I realize she's in different positions but I couldn't get her to sit in the same exact position while I was changing my lenses.


----------



## GnipGnop (Jan 16, 2012)

ISO 6400? You can't expect super sharp images at that sensitivity, even with a full frame. I think the sharpness you achieved here is pretty good given the high ISO.


----------



## achua00 (Jan 16, 2012)

I didn't want to use flash so I cranked up the ISO but I noticed with this lens even at much lower ISOs...100-200 it's the same thing...slight fuzziness


----------



## GnipGnop (Jan 16, 2012)

Post some examples of the fuzziness you experience at lower ISOs.


----------



## Big Mike (Jan 16, 2012)

GnipGnop said:


> ISO 6400? You can't expect super sharp images at that sensitivity, even with a full frame. I think the sharpness you achieved here is pretty good given the high ISO.


I haven't done intensive testing, but the 5DmkII is pretty decent at 6400....and it shouldn't be to hard to differentiate sharpens (lack thereof) from noise.


----------



## EIngerson (Jan 16, 2012)

They're not blurry, they're noisy (slightly noisy)


----------



## GnipGnop (Jan 16, 2012)

Bingo.

Big Three Shootout, Page 3 of 5


----------



## Rephargotohp (Jan 16, 2012)

I assume you have a Series 1 70-200 L2.8

The 70-200L is sharper than the 24-70L 2.8  shot wide open, stopped doen to f/8 the differenece dissappears and actally favors the 24-70

The MarkII 70-200 is sharper than either lens

That said, as Mike pointed out there are a lot of bad copies of the 24-70 floating around. I was lucky to have a great copy my friends went back to Canon multiple times before it was fixed.

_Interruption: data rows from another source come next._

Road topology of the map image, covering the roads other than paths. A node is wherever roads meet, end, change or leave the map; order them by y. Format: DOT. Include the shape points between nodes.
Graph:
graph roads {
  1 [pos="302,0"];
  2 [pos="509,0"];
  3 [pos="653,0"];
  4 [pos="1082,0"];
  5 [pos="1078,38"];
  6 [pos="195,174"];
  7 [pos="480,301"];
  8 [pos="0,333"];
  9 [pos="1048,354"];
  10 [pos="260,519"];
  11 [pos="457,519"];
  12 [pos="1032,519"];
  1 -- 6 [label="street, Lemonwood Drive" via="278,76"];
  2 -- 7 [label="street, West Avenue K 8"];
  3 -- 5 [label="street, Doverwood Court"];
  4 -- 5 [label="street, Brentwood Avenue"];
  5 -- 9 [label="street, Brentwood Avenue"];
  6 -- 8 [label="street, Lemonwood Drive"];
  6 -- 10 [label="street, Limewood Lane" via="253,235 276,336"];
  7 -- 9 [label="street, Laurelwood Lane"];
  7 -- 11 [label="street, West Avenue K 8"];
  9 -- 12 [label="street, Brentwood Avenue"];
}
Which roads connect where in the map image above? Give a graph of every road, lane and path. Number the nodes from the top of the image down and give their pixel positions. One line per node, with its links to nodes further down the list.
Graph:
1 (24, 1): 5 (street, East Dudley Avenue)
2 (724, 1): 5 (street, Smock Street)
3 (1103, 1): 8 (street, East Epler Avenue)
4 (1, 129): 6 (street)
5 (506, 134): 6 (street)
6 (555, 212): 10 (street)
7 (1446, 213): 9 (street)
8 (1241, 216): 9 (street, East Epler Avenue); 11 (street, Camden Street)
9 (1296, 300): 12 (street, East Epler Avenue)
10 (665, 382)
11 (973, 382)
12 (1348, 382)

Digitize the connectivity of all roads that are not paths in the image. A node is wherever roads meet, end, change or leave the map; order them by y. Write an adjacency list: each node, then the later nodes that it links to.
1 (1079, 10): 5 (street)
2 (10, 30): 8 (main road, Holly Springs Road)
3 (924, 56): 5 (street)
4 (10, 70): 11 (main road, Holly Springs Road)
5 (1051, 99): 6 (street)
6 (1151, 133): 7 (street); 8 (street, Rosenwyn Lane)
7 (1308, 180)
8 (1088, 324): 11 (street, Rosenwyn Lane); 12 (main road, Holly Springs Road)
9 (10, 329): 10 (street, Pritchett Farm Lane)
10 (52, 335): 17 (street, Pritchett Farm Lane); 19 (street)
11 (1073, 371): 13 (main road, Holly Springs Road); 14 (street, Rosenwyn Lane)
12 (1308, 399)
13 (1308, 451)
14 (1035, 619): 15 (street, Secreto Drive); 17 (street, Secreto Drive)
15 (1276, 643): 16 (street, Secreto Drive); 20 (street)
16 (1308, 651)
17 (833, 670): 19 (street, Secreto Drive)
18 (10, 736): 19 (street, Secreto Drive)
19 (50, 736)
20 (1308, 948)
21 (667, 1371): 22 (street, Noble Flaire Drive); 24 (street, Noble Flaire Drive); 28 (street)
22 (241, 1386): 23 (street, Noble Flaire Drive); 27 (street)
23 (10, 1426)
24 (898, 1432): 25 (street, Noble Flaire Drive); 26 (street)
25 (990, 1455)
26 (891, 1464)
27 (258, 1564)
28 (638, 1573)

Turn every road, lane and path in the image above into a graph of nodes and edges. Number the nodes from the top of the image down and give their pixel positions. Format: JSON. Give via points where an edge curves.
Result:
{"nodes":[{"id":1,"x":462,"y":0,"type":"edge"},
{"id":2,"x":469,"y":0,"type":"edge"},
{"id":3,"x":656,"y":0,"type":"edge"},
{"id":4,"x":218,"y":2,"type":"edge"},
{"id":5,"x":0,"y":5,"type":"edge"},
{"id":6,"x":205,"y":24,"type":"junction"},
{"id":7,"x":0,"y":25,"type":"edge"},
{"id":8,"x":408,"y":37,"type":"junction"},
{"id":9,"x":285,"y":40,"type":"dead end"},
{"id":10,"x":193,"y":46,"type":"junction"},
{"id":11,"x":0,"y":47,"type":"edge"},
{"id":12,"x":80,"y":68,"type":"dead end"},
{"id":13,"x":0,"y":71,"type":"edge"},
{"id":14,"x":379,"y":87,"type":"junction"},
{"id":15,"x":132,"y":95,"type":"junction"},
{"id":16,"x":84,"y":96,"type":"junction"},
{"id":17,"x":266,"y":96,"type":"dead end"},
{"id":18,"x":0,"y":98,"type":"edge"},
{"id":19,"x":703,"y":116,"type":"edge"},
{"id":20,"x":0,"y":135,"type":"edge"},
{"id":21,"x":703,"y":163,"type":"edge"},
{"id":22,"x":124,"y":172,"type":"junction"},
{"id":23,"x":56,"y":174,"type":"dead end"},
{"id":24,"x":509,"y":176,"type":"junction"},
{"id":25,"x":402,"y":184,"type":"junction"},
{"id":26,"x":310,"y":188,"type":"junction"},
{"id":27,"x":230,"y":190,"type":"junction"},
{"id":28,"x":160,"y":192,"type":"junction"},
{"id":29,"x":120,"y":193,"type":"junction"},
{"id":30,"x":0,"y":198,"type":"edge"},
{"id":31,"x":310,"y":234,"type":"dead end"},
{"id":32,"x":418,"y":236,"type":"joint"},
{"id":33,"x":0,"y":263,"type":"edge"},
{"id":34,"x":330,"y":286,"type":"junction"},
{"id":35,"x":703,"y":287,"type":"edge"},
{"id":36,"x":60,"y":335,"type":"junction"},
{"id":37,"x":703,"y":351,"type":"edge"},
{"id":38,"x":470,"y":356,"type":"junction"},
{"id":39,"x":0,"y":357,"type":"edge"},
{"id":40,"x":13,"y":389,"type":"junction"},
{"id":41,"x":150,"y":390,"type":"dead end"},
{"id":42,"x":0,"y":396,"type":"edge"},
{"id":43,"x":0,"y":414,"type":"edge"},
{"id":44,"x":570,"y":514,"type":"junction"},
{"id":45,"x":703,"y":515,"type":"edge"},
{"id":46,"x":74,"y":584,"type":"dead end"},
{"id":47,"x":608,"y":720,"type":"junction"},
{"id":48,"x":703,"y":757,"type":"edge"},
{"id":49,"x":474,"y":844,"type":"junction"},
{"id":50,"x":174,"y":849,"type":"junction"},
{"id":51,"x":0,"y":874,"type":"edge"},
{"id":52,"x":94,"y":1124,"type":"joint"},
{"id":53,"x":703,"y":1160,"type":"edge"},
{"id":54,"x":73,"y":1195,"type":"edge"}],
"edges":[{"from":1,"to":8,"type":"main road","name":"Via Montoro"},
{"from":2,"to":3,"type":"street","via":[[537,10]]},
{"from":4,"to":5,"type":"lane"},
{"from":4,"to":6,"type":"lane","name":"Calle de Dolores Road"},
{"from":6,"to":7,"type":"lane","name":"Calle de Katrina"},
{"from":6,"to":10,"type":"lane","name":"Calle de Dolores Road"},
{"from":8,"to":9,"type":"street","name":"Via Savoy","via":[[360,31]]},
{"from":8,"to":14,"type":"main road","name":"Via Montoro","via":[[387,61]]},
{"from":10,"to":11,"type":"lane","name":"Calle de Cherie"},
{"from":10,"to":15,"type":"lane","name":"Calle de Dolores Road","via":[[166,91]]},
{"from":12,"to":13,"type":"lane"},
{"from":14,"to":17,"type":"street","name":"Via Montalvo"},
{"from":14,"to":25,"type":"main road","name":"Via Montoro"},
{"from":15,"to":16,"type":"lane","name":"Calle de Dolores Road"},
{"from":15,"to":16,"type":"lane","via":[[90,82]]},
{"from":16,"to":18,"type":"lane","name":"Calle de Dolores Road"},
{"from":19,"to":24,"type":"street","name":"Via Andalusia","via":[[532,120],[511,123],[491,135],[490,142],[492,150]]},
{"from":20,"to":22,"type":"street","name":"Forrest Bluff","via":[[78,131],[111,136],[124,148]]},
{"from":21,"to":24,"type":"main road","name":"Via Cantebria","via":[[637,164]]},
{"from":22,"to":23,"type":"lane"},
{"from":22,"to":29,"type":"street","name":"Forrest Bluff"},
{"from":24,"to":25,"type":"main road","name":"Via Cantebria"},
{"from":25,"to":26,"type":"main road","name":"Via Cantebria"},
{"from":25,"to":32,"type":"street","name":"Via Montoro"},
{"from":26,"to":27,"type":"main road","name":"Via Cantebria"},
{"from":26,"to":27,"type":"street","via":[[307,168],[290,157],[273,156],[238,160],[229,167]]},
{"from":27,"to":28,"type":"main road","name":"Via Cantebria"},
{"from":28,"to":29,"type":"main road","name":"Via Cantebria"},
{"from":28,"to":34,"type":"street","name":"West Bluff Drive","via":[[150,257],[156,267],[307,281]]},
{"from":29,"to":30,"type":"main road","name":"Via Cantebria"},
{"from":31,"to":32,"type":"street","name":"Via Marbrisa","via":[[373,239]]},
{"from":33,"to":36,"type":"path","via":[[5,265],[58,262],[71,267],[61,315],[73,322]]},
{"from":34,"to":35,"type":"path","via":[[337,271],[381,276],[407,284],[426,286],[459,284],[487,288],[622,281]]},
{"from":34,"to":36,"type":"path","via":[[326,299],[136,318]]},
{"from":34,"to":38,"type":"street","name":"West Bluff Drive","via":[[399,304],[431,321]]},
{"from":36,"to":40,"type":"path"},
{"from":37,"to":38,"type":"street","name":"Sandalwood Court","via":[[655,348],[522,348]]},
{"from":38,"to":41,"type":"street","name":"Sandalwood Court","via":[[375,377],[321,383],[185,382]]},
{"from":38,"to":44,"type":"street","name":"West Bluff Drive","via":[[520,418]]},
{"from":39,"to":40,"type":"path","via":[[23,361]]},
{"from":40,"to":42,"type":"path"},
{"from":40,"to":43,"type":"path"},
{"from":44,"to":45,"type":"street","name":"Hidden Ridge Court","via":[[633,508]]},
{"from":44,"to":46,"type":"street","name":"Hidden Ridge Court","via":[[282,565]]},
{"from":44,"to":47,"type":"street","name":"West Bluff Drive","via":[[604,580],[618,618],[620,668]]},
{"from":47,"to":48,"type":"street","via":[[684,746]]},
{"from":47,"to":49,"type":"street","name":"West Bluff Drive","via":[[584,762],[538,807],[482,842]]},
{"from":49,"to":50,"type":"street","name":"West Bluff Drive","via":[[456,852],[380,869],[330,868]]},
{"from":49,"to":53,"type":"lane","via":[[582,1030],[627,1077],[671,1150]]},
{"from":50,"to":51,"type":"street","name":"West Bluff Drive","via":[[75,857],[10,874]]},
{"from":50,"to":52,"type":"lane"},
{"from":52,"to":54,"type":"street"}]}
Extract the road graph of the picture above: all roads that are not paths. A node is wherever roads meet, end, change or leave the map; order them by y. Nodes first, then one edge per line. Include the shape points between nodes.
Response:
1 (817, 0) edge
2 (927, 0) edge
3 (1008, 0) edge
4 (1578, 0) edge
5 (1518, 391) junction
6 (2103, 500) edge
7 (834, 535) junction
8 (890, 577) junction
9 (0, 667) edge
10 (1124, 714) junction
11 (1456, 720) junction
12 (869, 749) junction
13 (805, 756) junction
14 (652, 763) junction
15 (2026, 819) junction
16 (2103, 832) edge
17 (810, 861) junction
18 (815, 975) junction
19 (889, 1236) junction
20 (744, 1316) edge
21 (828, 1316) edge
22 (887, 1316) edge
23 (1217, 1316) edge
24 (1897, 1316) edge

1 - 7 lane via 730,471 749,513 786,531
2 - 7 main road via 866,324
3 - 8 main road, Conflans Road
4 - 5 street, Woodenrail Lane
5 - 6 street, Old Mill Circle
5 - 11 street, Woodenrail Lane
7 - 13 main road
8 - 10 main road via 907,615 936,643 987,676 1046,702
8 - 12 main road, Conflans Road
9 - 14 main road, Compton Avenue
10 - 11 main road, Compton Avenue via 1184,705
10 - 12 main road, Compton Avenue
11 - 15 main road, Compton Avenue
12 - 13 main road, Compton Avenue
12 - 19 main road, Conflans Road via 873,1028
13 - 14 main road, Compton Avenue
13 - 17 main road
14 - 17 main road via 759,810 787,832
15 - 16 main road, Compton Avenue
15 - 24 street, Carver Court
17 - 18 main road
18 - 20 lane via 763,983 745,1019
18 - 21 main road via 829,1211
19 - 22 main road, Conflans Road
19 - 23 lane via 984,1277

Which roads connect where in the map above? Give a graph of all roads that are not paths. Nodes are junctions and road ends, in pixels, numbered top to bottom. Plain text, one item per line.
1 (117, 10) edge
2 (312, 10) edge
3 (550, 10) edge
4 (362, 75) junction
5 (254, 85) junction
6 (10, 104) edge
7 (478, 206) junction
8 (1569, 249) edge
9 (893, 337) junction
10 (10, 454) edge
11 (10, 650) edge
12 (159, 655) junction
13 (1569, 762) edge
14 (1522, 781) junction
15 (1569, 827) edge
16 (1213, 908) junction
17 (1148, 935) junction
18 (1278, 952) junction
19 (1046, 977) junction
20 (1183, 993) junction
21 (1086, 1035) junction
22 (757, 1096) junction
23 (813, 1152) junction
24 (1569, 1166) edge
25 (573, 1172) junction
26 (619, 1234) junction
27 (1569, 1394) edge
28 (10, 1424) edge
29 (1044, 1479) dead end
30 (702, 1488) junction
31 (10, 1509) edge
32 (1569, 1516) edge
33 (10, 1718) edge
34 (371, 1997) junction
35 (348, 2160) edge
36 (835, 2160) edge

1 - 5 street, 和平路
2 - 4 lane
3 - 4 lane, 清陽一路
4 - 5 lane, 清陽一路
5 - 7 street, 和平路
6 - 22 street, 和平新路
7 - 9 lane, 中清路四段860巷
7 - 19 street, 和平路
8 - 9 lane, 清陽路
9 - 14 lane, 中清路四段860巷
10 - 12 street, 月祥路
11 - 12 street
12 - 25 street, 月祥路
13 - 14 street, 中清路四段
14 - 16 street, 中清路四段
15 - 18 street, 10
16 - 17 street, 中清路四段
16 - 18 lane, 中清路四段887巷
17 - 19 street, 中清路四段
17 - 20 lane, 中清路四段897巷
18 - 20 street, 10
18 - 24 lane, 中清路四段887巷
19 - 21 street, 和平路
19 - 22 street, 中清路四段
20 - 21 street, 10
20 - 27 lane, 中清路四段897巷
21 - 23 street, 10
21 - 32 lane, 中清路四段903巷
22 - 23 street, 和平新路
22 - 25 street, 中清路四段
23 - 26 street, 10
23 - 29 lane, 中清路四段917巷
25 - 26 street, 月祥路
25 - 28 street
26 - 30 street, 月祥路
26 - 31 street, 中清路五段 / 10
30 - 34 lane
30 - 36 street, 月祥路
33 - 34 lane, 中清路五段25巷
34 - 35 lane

Your copy from that image doesn't look bad, But 24-70 do havea tendancy to back focus. Your camera does do Micro focus adjusments so you may want to try doing that first. Like I said though the 70-200 is sharper wide open though


----------



## gsgary (Jan 16, 2012)

You could have moved slightly and missed focus with a narrow dof wiith the 24-70


----------



## achua00 (Jan 18, 2012)

micro focus adjustments?  ok I will have to look into that, thank you.


----------